Tester un jeu est essentiel, en particulier pour les jeux de type gacha, souvent alimentés par des microtransactions, où il faut parfois investir de l’argent personnel pour évaluer les contenus proposés. C’est ainsi que Yoshiki Okamoto, producteur de Street Fighter 2, a dépensé plus de 500 000 dollars de sa propre poche dans les loot boxes de son propre jeu.
Parmi les jeux gacha les plus rentables du Japon, Monster Strike se distingue, un titre auquel Okamoto a participé après son départ de Capcom au début des années 2000. Dans ce jeu, les joueurs envoient des monstres les uns contre les autres pour cumuler des points et acheter des tickets de loterie afin d’acquérir des personnages plus puissants. Bien que son succès ait culminé il y a quelques années, Monster Strike a généré plus de 8 milliards de dollars en revenus depuis sa création. Ce jeu a presque sauvé la société de médias sociaux Mixi et a donné naissance à des spin-offs chez Nintendo et à des adaptations animées.
La réussite inattendue de Monster Strike a enrichi Okamoto, qui a su transformer son ancienne startup déclinante en un succès. Lors d’une récente interview accordée à Fuji TV, il a révélé qu’il est passé d’une vie où il devait se contenter de deux dollars par jour à plus de 7,81 millions de dollars annuels dans sa nouvelle entreprise, Deluxe Games. Avant cela, il était reconnu pour son travail chez Capcom et Konami, notamment pour le jeu d’arcade Gun.Smoke, qui a inspiré Red Dead Revolver.

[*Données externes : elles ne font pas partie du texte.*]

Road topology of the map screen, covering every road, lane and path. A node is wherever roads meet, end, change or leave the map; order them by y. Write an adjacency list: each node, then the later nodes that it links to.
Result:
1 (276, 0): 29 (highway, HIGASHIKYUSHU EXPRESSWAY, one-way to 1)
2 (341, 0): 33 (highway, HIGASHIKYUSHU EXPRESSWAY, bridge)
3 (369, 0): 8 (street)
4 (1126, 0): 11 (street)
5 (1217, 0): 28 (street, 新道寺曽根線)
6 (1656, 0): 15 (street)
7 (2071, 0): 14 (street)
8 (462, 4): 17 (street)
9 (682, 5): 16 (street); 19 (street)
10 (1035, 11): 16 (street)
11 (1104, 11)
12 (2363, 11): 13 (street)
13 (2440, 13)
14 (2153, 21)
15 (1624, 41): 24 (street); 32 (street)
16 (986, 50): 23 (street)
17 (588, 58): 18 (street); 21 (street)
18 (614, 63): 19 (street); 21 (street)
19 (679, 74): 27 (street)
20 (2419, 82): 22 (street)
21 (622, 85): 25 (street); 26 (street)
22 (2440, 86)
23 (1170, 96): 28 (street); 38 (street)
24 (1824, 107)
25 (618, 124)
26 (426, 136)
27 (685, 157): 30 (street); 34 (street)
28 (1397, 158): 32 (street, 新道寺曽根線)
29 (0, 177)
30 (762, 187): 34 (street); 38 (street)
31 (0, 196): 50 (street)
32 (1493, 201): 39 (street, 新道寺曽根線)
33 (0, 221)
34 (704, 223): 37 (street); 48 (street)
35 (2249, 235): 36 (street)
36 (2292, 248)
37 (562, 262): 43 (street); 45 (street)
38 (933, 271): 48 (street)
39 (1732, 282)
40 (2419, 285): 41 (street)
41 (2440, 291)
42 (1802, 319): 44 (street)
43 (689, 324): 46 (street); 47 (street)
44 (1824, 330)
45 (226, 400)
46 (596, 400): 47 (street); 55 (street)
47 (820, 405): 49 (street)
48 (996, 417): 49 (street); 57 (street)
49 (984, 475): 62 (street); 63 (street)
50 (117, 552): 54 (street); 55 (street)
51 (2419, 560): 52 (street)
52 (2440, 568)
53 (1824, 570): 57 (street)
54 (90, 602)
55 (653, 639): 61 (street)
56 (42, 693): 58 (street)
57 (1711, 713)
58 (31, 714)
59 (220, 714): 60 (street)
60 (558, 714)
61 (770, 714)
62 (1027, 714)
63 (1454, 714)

Une portion significative de ses gains a cependant été réinvestie dans ses jeux, lui permettant de vivre l’expérience des joueurs. Il a ainsi notamment exploré les nouvelles sorties telles que Meteor Arena Stars et Outrankers. Selon Okamoto, cette démarche lui permet de comprendre les émotions des joueurs dépensant beaucoup d’argent et d’assurer la satisfaction des « baleines » du jeu. Une approche trop avare pourrait les fâcher, tandis qu’une trop grande générosité pourrait les ennuyer.
Il a également suggéré dans un post sur X que débloquer automatiquement toutes les récompenses avec des privilèges d’administrateur serait contre-productif. Il est indéniable que cela ne plairait pas aux joueurs, qui cherchent une véritable expérience de jeu, même en payant.
Points à retenir
- Tester un jeu de manière approfondie est crucial, surtout dans l’univers des microtransactions.
- Okamoto a su tirer profit de son expérience dans l’industrie pour créer des jeux qui répondent aux attentes des joueurs.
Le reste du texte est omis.